Riaffermati i valori della libertà, della democrazia, dell’equità sociale, della solidarietà, della pace...

A nome della Sezione ANPI di Legnano, che si onora del nome di “Mauro Venegoni”, medaglia d’oro al V.M. della Resistenza, ringrazio tutti i presenti ed in particolare l’Assessore Umberto Silvestri in rappresentanza dell’Amministrazione comunale, il rev. don Fabio Viscardi per l’attenzione religiosa che ci riserva. Ringrazio i docenti e gli studenti qui presenti, il preside Armando de Luca, le Forze dell’Ordine, la Polizia locale, il Corpo bandistico per essere ancora con noi in questa giornata in cui ricordiamo un episodio della Resistenza legnanese, ormai lontano nel tempo, ma vivo nella storia democratica della nostra comunità.

Era il 21 giugno del 1944 ed un gruppo di partigiani, comandati dal legnanese Samuele Turconi si trovava all’interno di questa cascina, quando vennero circondati da circa 200 militi delle Brigate nere. Per stanare i partigiani i fascisti volevano dar fuoco alla cascina e gli abitanti vennero ammassati contro il muro di questa chiesetta e minacciati di fucilazione se i partigiani non si fossero arresi. Erano donne, bambini, anziani contadini. Uno di questi, Carlo Clementi aveva 97 anni.

Lo scontro armato fu durissimo, poi, di fronte alla minaccia di rappresaglia, Turconi diede ordine di abbandonare la cascina e di mettersi in salvo. Proteggendo i suoi, Samuele Turconi venne ferito due volte e poi catturato con altri tre partigiani Rizzi, Bragé e Casero.
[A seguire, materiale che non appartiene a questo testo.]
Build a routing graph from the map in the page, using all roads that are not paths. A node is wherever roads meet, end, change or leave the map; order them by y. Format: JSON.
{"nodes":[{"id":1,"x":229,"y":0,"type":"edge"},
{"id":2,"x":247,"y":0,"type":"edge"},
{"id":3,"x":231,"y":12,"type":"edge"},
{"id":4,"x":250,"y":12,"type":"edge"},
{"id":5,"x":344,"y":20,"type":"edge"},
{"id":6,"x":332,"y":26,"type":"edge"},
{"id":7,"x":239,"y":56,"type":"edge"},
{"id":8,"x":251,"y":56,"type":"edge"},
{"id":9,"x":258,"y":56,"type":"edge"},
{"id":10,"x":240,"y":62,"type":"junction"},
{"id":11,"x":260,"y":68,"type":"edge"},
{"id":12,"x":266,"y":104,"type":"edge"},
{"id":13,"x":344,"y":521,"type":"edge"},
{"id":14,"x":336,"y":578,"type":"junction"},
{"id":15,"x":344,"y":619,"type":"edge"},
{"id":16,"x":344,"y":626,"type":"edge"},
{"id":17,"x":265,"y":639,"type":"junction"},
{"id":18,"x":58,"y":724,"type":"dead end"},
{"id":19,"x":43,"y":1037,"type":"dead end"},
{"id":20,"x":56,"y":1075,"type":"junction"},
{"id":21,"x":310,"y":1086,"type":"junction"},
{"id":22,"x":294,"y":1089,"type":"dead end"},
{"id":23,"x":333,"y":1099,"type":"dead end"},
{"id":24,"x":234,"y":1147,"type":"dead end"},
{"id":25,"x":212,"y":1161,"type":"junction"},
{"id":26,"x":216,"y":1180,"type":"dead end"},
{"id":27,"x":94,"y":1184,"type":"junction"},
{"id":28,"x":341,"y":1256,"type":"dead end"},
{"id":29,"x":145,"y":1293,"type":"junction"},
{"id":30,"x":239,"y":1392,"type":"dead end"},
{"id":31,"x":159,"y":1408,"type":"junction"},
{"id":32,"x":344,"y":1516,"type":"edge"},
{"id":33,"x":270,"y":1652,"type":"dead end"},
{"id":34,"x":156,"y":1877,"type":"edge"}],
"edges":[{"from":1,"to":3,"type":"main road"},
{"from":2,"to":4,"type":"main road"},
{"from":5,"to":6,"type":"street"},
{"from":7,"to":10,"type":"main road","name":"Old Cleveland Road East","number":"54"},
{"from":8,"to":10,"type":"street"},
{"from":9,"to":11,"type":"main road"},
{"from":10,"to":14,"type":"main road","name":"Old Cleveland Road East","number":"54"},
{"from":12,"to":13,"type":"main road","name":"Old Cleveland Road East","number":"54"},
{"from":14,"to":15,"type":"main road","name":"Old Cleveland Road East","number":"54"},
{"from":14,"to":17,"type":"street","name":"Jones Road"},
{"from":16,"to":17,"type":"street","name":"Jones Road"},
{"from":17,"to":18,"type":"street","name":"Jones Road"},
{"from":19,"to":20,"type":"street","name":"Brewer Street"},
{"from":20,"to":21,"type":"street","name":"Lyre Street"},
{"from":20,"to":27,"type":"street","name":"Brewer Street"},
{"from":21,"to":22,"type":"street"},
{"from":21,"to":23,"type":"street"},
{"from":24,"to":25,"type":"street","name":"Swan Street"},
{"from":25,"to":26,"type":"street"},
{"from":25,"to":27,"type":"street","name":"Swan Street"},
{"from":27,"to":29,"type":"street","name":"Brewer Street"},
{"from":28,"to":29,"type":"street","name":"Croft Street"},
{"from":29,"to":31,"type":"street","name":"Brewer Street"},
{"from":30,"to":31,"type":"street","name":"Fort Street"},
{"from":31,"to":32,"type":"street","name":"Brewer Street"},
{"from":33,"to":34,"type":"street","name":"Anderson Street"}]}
Uno venne ucciso durante il trasporto a Busto Arsizio, gli altri due vennero inviati in un lager in Germania. Turconi, piantonato in ospedale, venne poi liberato da un gruppo di partigiani, tra i quali Mauro e Guido Venegoni, che lo portarono a Legnano in bicicletta in casa della staffetta Angela Logisi in via Novara dove venne curato dal farmacista dr. Tornadù .Guarito, Samuele riprese la lotta clandestina. Determinante per l’operazione fu l’intervento della partigiana Piera Pattani , che visitò il Turconi in ospedale facendosi passare per la sua fidanzata. Abbracciandolo gli passò segretamente un bigliettino sul quale era scritto “tenteremo alle 10”. La Pattani in quell’occasione fu 2 malmenata dai fascisti col calcio del fucile e poi la buttata fuori dalla stanza tirata per i capelli

Le partigiana Piera Pattani è ancor tra noi . Samuele Turconi ed Angela Logisi invece ci hanno lasciati anni or sono.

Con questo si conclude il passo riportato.